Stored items
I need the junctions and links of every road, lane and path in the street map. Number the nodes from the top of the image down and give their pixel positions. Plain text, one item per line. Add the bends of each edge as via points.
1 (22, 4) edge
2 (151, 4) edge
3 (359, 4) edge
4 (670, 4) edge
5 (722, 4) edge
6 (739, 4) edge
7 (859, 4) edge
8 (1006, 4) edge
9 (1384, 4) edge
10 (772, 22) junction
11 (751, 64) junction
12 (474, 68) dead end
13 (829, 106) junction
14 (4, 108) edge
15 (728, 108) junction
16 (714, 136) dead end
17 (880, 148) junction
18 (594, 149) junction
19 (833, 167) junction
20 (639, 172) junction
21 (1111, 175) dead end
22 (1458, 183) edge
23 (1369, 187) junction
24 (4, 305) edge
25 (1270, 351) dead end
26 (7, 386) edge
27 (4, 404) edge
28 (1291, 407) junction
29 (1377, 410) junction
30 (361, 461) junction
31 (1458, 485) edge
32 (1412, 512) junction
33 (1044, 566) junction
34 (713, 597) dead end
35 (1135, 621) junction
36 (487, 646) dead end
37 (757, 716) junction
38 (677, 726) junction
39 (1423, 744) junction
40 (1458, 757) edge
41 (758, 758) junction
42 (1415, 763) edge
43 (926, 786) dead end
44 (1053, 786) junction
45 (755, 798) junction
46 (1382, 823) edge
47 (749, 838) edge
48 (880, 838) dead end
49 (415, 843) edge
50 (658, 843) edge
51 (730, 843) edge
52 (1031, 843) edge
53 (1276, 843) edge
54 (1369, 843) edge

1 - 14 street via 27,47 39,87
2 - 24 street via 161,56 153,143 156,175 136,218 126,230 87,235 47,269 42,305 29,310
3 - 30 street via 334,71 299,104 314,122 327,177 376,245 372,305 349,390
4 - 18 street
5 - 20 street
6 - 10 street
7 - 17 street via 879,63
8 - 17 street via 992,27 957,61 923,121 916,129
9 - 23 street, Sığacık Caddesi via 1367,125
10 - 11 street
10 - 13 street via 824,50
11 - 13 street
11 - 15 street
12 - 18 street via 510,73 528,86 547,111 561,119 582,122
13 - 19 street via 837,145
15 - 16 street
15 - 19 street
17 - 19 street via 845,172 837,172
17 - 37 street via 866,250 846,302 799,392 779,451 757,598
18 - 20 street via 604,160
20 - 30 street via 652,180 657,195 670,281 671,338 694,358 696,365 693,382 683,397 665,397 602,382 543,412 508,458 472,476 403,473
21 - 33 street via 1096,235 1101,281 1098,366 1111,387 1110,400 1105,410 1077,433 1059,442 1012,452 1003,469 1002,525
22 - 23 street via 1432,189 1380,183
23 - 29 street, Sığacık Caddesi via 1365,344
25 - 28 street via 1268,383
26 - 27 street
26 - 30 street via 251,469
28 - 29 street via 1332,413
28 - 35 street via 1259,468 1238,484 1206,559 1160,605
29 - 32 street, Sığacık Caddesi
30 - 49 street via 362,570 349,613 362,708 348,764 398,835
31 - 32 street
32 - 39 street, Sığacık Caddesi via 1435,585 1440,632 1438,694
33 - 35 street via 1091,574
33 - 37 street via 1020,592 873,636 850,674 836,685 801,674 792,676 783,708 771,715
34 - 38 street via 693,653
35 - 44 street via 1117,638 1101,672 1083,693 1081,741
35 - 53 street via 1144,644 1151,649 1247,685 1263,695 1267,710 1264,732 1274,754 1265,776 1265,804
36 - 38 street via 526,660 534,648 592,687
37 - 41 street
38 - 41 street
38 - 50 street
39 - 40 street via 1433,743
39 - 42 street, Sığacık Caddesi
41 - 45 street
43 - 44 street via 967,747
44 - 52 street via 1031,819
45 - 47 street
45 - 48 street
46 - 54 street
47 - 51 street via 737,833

● **Exercise aim**:
All lines above in which the word "Sığacık" occurs should be identified and copied.

● **Response**:
9 - 23 street, Sığacık Caddesi via 1367,125
23 - 29 street, Sığacık Caddesi via 1365,344
29 - 32 street, Sığacık Caddesi
32 - 39 street, Sığacık Caddesi via 1435,585 1440,632 1438,694
39 - 42 street, Sığacık Caddesi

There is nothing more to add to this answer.